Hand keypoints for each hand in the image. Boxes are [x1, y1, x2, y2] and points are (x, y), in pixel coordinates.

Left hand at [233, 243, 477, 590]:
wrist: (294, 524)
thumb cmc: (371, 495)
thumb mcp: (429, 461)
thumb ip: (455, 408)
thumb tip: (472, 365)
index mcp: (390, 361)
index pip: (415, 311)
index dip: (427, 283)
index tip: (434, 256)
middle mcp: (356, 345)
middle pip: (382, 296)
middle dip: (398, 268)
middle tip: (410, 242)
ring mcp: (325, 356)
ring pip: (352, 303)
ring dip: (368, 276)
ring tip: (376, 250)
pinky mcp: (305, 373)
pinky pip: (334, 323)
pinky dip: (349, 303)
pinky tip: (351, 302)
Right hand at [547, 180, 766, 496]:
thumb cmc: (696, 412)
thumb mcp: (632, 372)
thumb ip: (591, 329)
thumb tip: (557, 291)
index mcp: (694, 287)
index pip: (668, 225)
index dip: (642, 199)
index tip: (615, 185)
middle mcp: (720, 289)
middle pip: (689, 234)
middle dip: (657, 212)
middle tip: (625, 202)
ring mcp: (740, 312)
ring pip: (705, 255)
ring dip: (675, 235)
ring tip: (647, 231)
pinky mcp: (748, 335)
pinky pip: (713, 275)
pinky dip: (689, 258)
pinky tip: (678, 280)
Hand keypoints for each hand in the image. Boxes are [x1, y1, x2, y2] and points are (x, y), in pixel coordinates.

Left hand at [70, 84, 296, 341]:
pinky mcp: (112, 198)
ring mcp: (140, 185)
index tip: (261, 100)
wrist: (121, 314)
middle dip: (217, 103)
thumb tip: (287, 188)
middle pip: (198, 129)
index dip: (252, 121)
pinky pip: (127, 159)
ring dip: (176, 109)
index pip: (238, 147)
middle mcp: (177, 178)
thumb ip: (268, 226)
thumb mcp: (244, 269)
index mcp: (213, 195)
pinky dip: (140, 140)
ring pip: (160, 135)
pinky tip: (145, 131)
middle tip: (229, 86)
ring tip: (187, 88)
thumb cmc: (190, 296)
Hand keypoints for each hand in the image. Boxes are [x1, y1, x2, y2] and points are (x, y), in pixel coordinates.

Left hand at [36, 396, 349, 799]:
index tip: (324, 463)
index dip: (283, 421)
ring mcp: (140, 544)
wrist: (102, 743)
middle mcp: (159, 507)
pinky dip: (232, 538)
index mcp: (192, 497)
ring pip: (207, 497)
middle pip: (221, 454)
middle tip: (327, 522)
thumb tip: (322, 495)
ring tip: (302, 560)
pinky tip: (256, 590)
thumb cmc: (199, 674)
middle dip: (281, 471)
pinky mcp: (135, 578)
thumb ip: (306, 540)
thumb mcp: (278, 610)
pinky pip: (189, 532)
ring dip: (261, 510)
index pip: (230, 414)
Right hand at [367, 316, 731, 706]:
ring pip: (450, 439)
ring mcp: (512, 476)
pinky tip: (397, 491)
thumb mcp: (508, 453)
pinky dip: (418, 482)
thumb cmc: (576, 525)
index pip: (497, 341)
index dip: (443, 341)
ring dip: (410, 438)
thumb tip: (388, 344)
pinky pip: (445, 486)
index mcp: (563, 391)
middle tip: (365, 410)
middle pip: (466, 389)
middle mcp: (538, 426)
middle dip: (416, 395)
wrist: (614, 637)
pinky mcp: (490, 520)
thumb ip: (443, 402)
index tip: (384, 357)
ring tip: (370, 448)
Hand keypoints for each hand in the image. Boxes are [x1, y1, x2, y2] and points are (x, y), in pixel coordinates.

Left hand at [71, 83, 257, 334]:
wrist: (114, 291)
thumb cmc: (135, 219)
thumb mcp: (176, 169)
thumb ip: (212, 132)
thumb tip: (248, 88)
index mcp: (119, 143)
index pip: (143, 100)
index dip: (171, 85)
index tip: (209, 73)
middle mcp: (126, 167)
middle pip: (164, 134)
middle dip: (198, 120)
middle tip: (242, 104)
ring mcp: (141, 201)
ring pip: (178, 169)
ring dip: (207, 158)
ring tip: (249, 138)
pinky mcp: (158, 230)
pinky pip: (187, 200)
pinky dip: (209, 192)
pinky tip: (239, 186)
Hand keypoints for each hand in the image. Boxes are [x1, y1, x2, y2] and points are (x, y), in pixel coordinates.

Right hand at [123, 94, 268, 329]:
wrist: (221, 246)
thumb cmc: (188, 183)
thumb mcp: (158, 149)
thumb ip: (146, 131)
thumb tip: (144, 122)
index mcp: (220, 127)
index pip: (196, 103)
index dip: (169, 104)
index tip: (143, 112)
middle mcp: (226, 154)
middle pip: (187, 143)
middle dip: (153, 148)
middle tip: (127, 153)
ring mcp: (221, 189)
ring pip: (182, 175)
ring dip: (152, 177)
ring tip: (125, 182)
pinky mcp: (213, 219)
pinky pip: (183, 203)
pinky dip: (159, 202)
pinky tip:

-*-

#### TASK BRIEF:
Every line above should be written out again exactly as it stands.

#### REPLY TO THE EXERCISE:
Hand keypoints for each hand in the image. Boxes are [x1, y1, x2, y2] and points are (x, y), in pixel coordinates.

Left hand at [233, 243, 477, 590]:
wrist: (294, 524)
thumb cmc: (371, 495)
thumb mcp: (429, 461)
thumb ip: (455, 408)
thumb tip: (472, 365)
index mcp: (390, 361)
index pip: (415, 311)
index dip: (427, 283)
index tip: (434, 256)
middle mcp: (356, 345)
middle pip: (382, 296)
middle dip: (398, 268)
middle tip: (410, 242)
ring mcp: (325, 356)
ring pip: (352, 303)
ring dip: (368, 276)
ring tip: (376, 250)
pinky mcp: (305, 373)
pinky pip: (334, 323)
pinky dip: (349, 303)
pinky tip: (351, 302)
Right hand at [547, 180, 766, 496]:
thumb cmc: (696, 412)
thumb mcp: (632, 372)
thumb ip: (591, 329)
thumb tip: (557, 291)
index mcp: (694, 287)
index pip: (668, 225)
index dip: (642, 199)
index tip: (615, 185)
middle mcp: (720, 289)
middle pip: (689, 234)
middle dip: (657, 212)
middle tip: (625, 202)
ring mcp: (740, 312)
ring pip: (705, 255)
ring dip: (675, 235)
ring tip: (647, 231)
pinky mcp: (748, 335)
pinky pip: (713, 275)
pinky dip: (689, 258)
pinky tip: (678, 280)
Hand keypoints for each hand in the image. Boxes are [x1, y1, x2, y2] and points are (x, y), in pixel coordinates.

Left hand at [70, 84, 296, 341]:
pinky mcp: (112, 198)
ring mcp: (140, 185)
index tip: (261, 100)
wrist: (121, 314)
middle dip: (217, 103)
thumb tip: (287, 188)
middle pip: (198, 129)
index dip: (252, 121)
pinky pip: (127, 159)
ring dip: (176, 109)
index pip: (238, 147)
middle mcp: (177, 178)
thumb ip: (268, 226)
thumb mcp: (244, 269)
index mcp: (213, 195)
pinky dip: (140, 140)
ring pip: (160, 135)
pinky tip: (145, 131)
middle tip: (229, 86)
ring tip: (187, 88)
thumb cmc: (190, 296)
Hand keypoints for each hand in the image. Boxes are [x1, y1, x2, y2] and points are (x, y), in pixel coordinates.

Left hand at [36, 396, 349, 799]:
index tip: (324, 463)
index dip: (283, 421)
ring mcp: (140, 544)
wrist: (102, 743)
middle mcp: (159, 507)
pinky dip: (232, 538)
index mcp: (192, 497)
ring pip: (207, 497)
middle pip: (221, 454)
middle tip: (327, 522)
thumb tip: (322, 495)
ring tip: (302, 560)
pinky tip: (256, 590)
thumb cmc: (199, 674)
middle dip: (281, 471)
pinky mcp: (135, 578)
thumb ip: (306, 540)
thumb mcp: (278, 610)
pinky pip: (189, 532)
ring dip: (261, 510)
index pip: (230, 414)
Right hand at [367, 316, 731, 706]:
ring pip: (450, 439)
ring mcp: (512, 476)
pinky tip: (397, 491)
thumb mcp: (508, 453)
pinky dip: (418, 482)
thumb cmc: (576, 525)
index pip: (497, 341)
index dip: (443, 341)
ring dip: (410, 438)
thumb tip: (388, 344)
pinky pip: (445, 486)
index mcp: (563, 391)
middle tip: (365, 410)
middle pip: (466, 389)
middle mcp: (538, 426)
middle dip: (416, 395)
wrist: (614, 637)
pinky mcp: (490, 520)
thumb ip: (443, 402)
index tip: (384, 357)
ring tip: (370, 448)
Hand keypoints for each hand in the image. Boxes are [x1, y1, x2, y2] and points are (x, y), in pixel coordinates.

Left hand at [71, 83, 257, 334]:
wrist: (114, 291)
thumb cmc: (135, 219)
thumb mcp: (176, 169)
thumb ip: (212, 132)
thumb tip: (248, 88)
index mcp: (119, 143)
index pip: (143, 100)
index dip: (171, 85)
index tip: (209, 73)
middle mcp: (126, 167)
middle pip: (164, 134)
middle dip: (198, 120)
middle tip: (242, 104)
ring mcp: (141, 201)
ring pip: (178, 169)
ring dip: (207, 158)
ring tip: (249, 138)
pinky mcp: (158, 230)
pinky pip: (187, 200)
pinky dip: (209, 192)
pinky tip: (239, 186)
Hand keypoints for each hand in the image. Boxes are [x1, y1, x2, y2] and points are (x, y), in pixel coordinates.

Right hand at [123, 94, 268, 329]:
wrist: (221, 246)
thumb cmc: (188, 183)
thumb mcp: (158, 149)
thumb ip: (146, 131)
thumb tip: (144, 122)
index mcp: (220, 127)
index pip: (196, 103)
index dip: (169, 104)
index tip: (143, 112)
middle mcp: (226, 154)
middle pip: (187, 143)
middle dip: (153, 148)
middle tip: (127, 153)
ring mcp: (221, 189)
ring pip: (182, 175)
ring dip: (152, 177)
ring tip: (125, 182)
pinky mcp: (213, 219)
pinky pip: (183, 203)
pinky dip: (159, 202)
pinky tip:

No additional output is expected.